Does the fashion critic matter any more?“, posaunte Colin McDowell, langjähriger Modekritiker der „Sunday Times“, heuer ins modische Sommerloch und ging in dem Onlinemagazin „Business of Fashion“ mit seiner Zunft hart ins Gericht. Kleider wie Kunstwerke kritisch bewerten zu wollen, sei schlicht vermessen – und obendrein irrelevant. Zu schnelllebig sei die Mode, und die Konsumenten (um deren Gunst letztlich gebuhlt wird) würden sich herzlich wenig um das Urteil gestrenger Fachjournalisten scheren.

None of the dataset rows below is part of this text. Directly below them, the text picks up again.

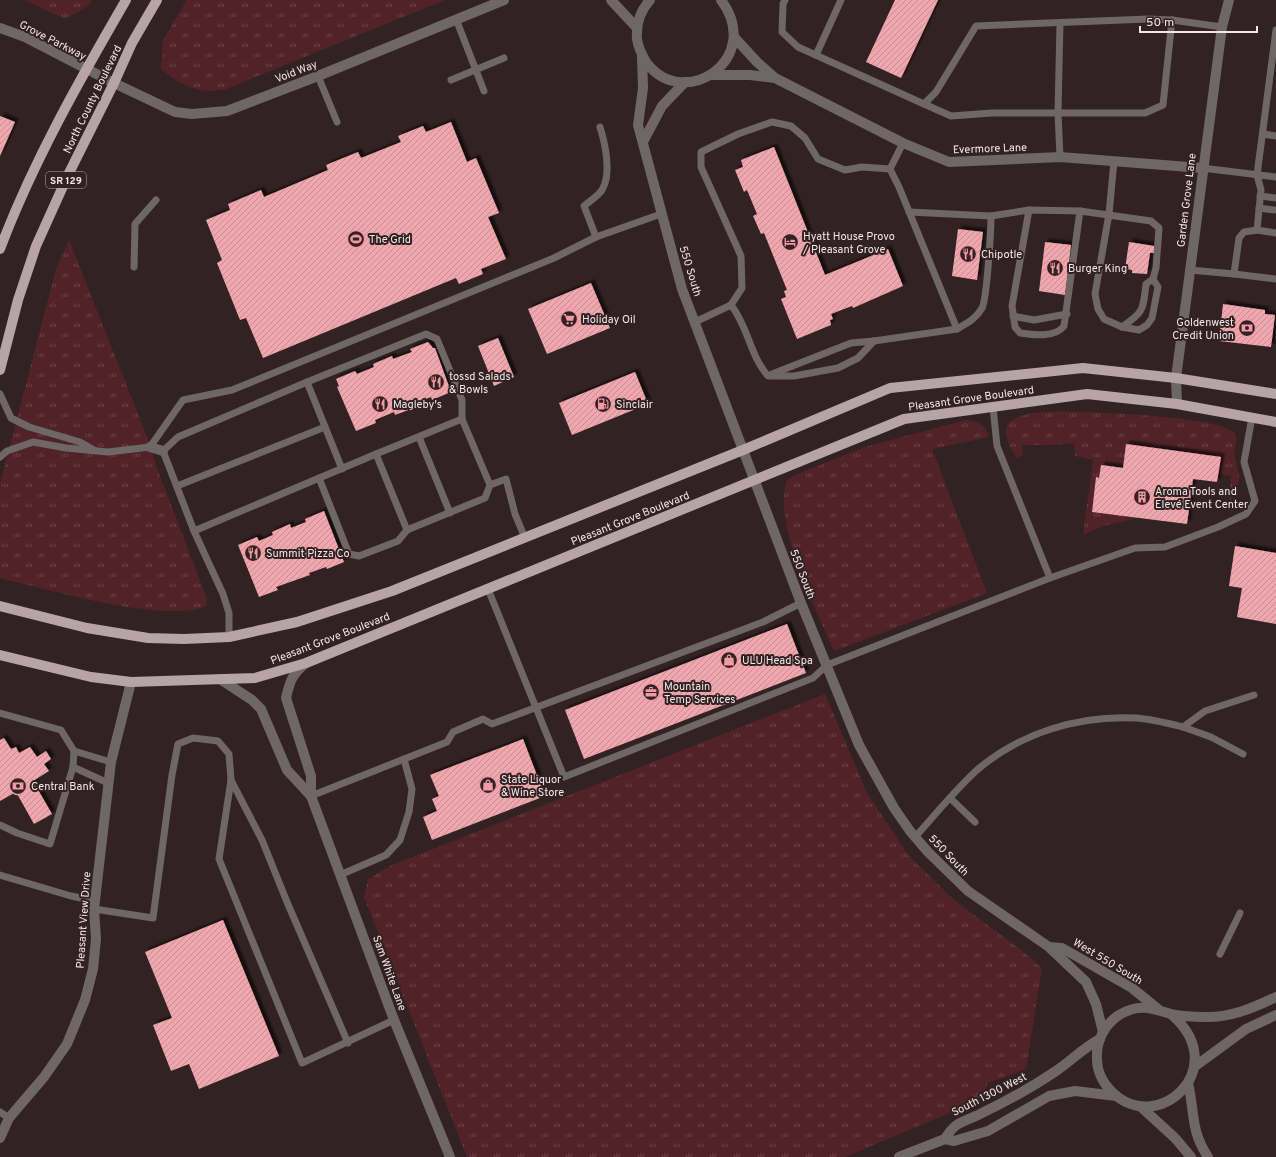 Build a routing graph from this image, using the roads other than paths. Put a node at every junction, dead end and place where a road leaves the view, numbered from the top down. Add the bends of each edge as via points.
1 (126, 0) edge
2 (156, 0) edge
3 (504, 0) edge
4 (611, 0) edge
5 (650, 0) edge
6 (721, 0) edge
7 (731, 0) edge
8 (786, 0) edge
9 (841, 0) edge
10 (1229, 0) edge
11 (729, 11) junction
12 (456, 19) junction
13 (1172, 20) junction
14 (1060, 22) junction
15 (1222, 26) junction
16 (0, 28) edge
17 (637, 28) junction
18 (1276, 30) edge
19 (734, 37) junction
20 (816, 55) junction
21 (642, 56) junction
22 (504, 58) dead end
23 (86, 70) junction
24 (476, 70) junction
25 (95, 75) joint
26 (710, 75) junction
27 (318, 76) junction
28 (775, 78) junction
29 (450, 80) dead end
30 (685, 82) junction
31 (114, 83) junction
32 (484, 90) dead end
33 (924, 104) junction
34 (1058, 113) junction
35 (337, 122) dead end
36 (600, 127) dead end
37 (1263, 134) junction
38 (1276, 136) edge
39 (643, 142) junction
40 (903, 142) junction
41 (1060, 157) junction
42 (1114, 161) junction
43 (1202, 168) junction
44 (890, 169) junction
45 (1257, 174) junction
46 (1276, 177) edge
47 (1260, 196) junction
48 (1276, 198) edge
49 (156, 200) dead end
50 (1259, 208) junction
51 (1029, 210) junction
52 (1274, 210) dead end
53 (1080, 211) junction
54 (909, 212) junction
55 (661, 214) junction
56 (1109, 214) junction
57 (991, 216) junction
58 (1257, 230) junction
59 (1276, 233) edge
60 (596, 237) junction
61 (0, 249) edge
62 (134, 267) dead end
63 (1190, 270) junction
64 (1234, 274) junction
65 (1153, 279) junction
66 (1276, 279) edge
67 (731, 305) junction
68 (1067, 314) junction
69 (1014, 316) junction
70 (695, 322) junction
71 (1122, 327) junction
72 (957, 329) junction
73 (874, 340) junction
74 (0, 370) edge
75 (768, 376) junction
76 (1176, 378) junction
77 (307, 382) junction
78 (0, 394) edge
79 (1276, 394) edge
80 (1177, 404) junction
81 (992, 407) junction
82 (1252, 417) junction
83 (462, 419) junction
84 (1276, 422) edge
85 (325, 427) junction
86 (419, 437) junction
87 (150, 447) junction
88 (743, 450) junction
89 (163, 451) junction
90 (98, 452) junction
91 (376, 454) junction
92 (0, 457) edge
93 (342, 469) junction
94 (319, 478) junction
95 (754, 480) junction
96 (490, 485) junction
97 (177, 486) junction
98 (450, 512) junction
99 (407, 530) junction
100 (194, 531) junction
101 (524, 538) junction
102 (1050, 578) junction
103 (488, 589) junction
104 (801, 602) junction
105 (0, 606) edge
106 (229, 637) junction
107 (0, 655) edge
108 (306, 663) junction
109 (827, 665) junction
110 (220, 679) junction
111 (131, 682) junction
112 (1254, 695) dead end
113 (536, 708) junction
114 (0, 713) edge
115 (1183, 727) junction
116 (74, 751) junction
117 (1244, 754) dead end
118 (404, 759) junction
119 (111, 762) junction
120 (73, 767) junction
121 (231, 780) junction
122 (108, 783) junction
123 (311, 796) junction
124 (950, 798) junction
125 (975, 822) dead end
126 (0, 825) edge
127 (915, 837) junction
128 (0, 875) edge
129 (340, 875) junction
130 (95, 905) junction
131 (1240, 913) dead end
132 (1049, 947) junction
133 (1220, 954) dead end
134 (1276, 997) edge
135 (1158, 1009) junction
136 (1172, 1015) junction
137 (1276, 1015) edge
138 (394, 1020) junction
139 (1101, 1036) junction
140 (348, 1043) junction
141 (1194, 1067) junction
142 (1188, 1083) junction
143 (1116, 1096) junction
144 (1140, 1106) junction
145 (0, 1112) edge
146 (8, 1118) junction
147 (0, 1138) edge
148 (945, 1139) junction
149 (450, 1157) edge
150 (899, 1157) edge
151 (1191, 1157) edge
152 (1208, 1157) edge

1 - 23 main road, North County Boulevard / SR 129
2 - 31 main road, North County Boulevard / SR 129
3 - 12 street, Void Way
4 - 17 street
5 - 17 street via 640,14
6 - 11 street
7 - 11 street
8 - 20 lane via 783,4 782,32 798,47
9 - 20 lane
10 - 15 street, Garden Grove Lane
11 - 19 street
12 - 24 lane
12 - 27 street, Void Way
13 - 14 lane
13 - 15 lane
13 - 34 lane via 1163,105 1145,113
14 - 33 lane via 976,26 936,92
14 - 34 lane
15 - 43 street, Garden Grove Lane
16 - 23 street, Grove Parkway
17 - 21 street via 637,42
18 - 37 lane
19 - 26 street via 727,59
19 - 28 street
20 - 33 lane
21 - 30 street via 661,76
21 - 39 street, 550 South via 643,88 638,125
22 - 24 lane
23 - 25 street, Grove Parkway
23 - 61 main road, North County Boulevard / SR 129 via 34,170
24 - 29 lane
24 - 32 lane
25 - 31 street, Void Way
26 - 28 street
26 - 30 street
27 - 31 street, Void Way via 227,111 192,114 175,112
27 - 35 lane
28 - 40 street, Evermore Lane
30 - 39 street via 662,106
31 - 74 main road, North County Boulevard / SR 129 via 36,246 18,300
33 - 34 lane via 951,116
34 - 41 lane
36 - 60 lane via 604,142 607,181 601,192 584,206
37 - 38 lane
37 - 45 lane
39 - 55 street, 550 South
40 - 41 street, Evermore Lane via 949,162
40 - 44 lane
41 - 42 street, Evermore Lane
42 - 43 street, Evermore Lane
42 - 56 lane
43 - 45 lane
43 - 63 street, Garden Grove Lane
44 - 54 lane
44 - 67 lane via 845,170 818,159 805,138 791,126 772,122 738,134 701,152 701,167 741,256 742,288
45 - 46 lane
45 - 47 lane
47 - 48 lane
47 - 50 lane
49 - 62 lane via 135,224
50 - 52 lane
50 - 58 lane
51 - 53 lane
51 - 57 lane
51 - 69 lane via 1012,306
53 - 56 lane
53 - 68 lane
54 - 57 lane
54 - 72 lane
55 - 60 lane
55 - 70 street, 550 South via 682,289
56 - 65 lane via 1151,221 1159,228
56 - 71 lane via 1095,294 1098,309 1104,319
57 - 72 lane via 983,306 976,318
58 - 59 lane
58 - 64 lane via 1244,232 1239,238
60 - 87 lane via 554,258 232,390 183,400
63 - 64 lane
63 - 76 street, Garden Grove Lane
64 - 66 lane
65 - 71 lane via 1146,284 1143,307 1138,316
65 - 71 lane via 1158,287 1152,318 1139,330
67 - 70 lane
67 - 75 lane via 740,316 761,367
68 - 69 lane via 1034,320
68 - 69 lane via 1061,330 1052,334 1032,335 1020,334 1015,327
70 - 88 street, 550 South
72 - 73 lane
73 - 75 lane via 851,343
73 - 75 lane via 858,358 838,368 794,376
76 - 79 main road, Pleasant Grove Boulevard
76 - 80 street, Garden Grove Lane
76 - 88 main road, Pleasant Grove Boulevard via 1083,368 890,388
77 - 83 lane via 426,334 437,339 462,400
77 - 85 lane
77 - 89 lane via 178,437
78 - 90 lane via 11,418 29,427 80,442
80 - 81 main road, Pleasant Grove Boulevard via 1087,394
80 - 82 main road, Pleasant Grove Boulevard
81 - 95 main road, Pleasant Grove Boulevard via 904,419
81 - 102 lane via 997,446
82 - 84 main road, Pleasant Grove Boulevard
82 - 102 lane via 1244,462 1255,501 1246,514 1165,547 1135,548
83 - 86 lane
83 - 96 lane
85 - 93 lane
85 - 97 lane
86 - 91 lane
86 - 98 lane
87 - 89 street
87 - 90 lane via 132,448 122,452
88 - 95 street, 550 South
88 - 101 main road, Pleasant Grove Boulevard
89 - 97 lane
90 - 92 lane via 33,442 7,451
91 - 93 lane
91 - 99 lane
93 - 94 lane
94 - 99 lane via 349,554 359,556 398,540
94 - 100 lane
95 - 103 main road, Pleasant Grove Boulevard
95 - 104 street, 550 South
96 - 98 lane via 485,498
96 - 101 lane via 506,478
97 - 100 lane
98 - 99 lane
100 - 106 lane via 223,594 229,613
101 - 106 main road, Pleasant Grove Boulevard via 392,591 333,611
102 - 109 lane
103 - 108 main road, Pleasant Grove Boulevard
103 - 113 lane
104 - 109 street, 550 South
104 - 113 lane via 763,622
105 - 106 main road, Pleasant Grove Boulevard via 87,628 148,638
107 - 111 main road, Pleasant Grove Boulevard via 91,677
108 - 110 main road, Pleasant Grove Boulevard via 255,678
108 - 123 street, Sam White Lane via 294,672 286,698 311,776
109 - 113 lane via 813,678 564,777
109 - 127 street, 550 South via 859,745 894,808
110 - 111 main road, Pleasant Grove Boulevard
110 - 123 street, Sam White Lane via 261,708 287,770
111 - 119 street, Pleasant View Drive
112 - 115 lane via 1205,712
113 - 118 lane via 492,724 482,719 453,732 447,742
114 - 116 lane via 61,730
115 - 117 lane via 1211,737
115 - 124 lane via 1153,720 1120,718 1079,722 1049,730 1021,741 997,756 977,770
116 - 119 lane
116 - 120 lane
118 - 123 lane
118 - 129 lane via 412,789 409,812 400,840 386,855
119 - 122 street, Pleasant View Drive
120 - 122 lane
120 - 126 lane via 50,844
121 - 130 lane via 229,754 218,741 193,738 178,744 153,918
121 - 140 lane via 262,840
121 - 140 lane via 219,859 302,1063
122 - 130 street, Pleasant View Drive
123 - 129 street, Sam White Lane
124 - 125 lane
124 - 127 lane
127 - 132 street, 550 South via 968,891
128 - 130 lane
129 - 138 street, Sam White Lane
130 - 146 street, Pleasant View Drive via 96,938 92,969 74,1028 67,1044 44,1077
131 - 133 lane
132 - 135 street, West 550 South via 1062,948 1132,988
132 - 139 street, West 550 South via 1086,982 1096,1004
134 - 136 street via 1237,1014 1204,1017
135 - 136 street
135 - 139 street via 1142,1007 1127,1011 1113,1020
136 - 141 street via 1184,1024 1191,1037 1195,1052
137 - 141 street via 1246,1029
138 - 140 lane
138 - 149 street, Sam White Lane
139 - 143 street via 1097,1064 1100,1076
139 - 148 street, South 1300 West via 1057,1071 1005,1102 952,1126
141 - 142 street
142 - 144 street via 1181,1092 1162,1104
142 - 152 street via 1196,1136
143 - 144 street
143 - 148 street via 1075,1091 1049,1096 988,1132 954,1141
144 - 151 street via 1175,1138
145 - 146 lane
146 - 147 street, Pleasant View Drive
148 - 150 street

Und doch strafen McDowell jene Brancheninsider Lügen, die gebannt auf die als Stimmungsbarometer geltenden Artikel namhafter Kritiker warten. So liest der „fashion flock“ in Mailand den „Corriere della Sera“ oder die „Repubblica“, in Paris die Zeitungen „Libération“, „Le Monde“ und „Le Figaro“; alle Blätter reservieren dem Thema während der Schauen mindestens eine ganze Seite pro Ausgabe: Schließlich spielt die Mode dort auch in der Nationalökonomie eine wichtige Rolle. „What did Suzy say?“, raunen sich indes rehäugige Presseattachés zu und blättern im „International Herald Tribune“ auf der Suche nach Artikeln von Suzy Menkes, der mit Abstand einflussreichsten Kritikerin. Ihre Kolleginnen Cathy Horyn von der „New York Times“ und Robin Givhan von „Newsweek“ (die bislang einzige Modejournalistin mit Pulitzerpreis-Würden) gelten als streitbar und werden ebenfalls geachtet. Und, angeblich, von manchen gefürchtet. Ist das aber eine Mär, oder fungieren Modekritiker wirklich als Dompteure der Stildiktatoren?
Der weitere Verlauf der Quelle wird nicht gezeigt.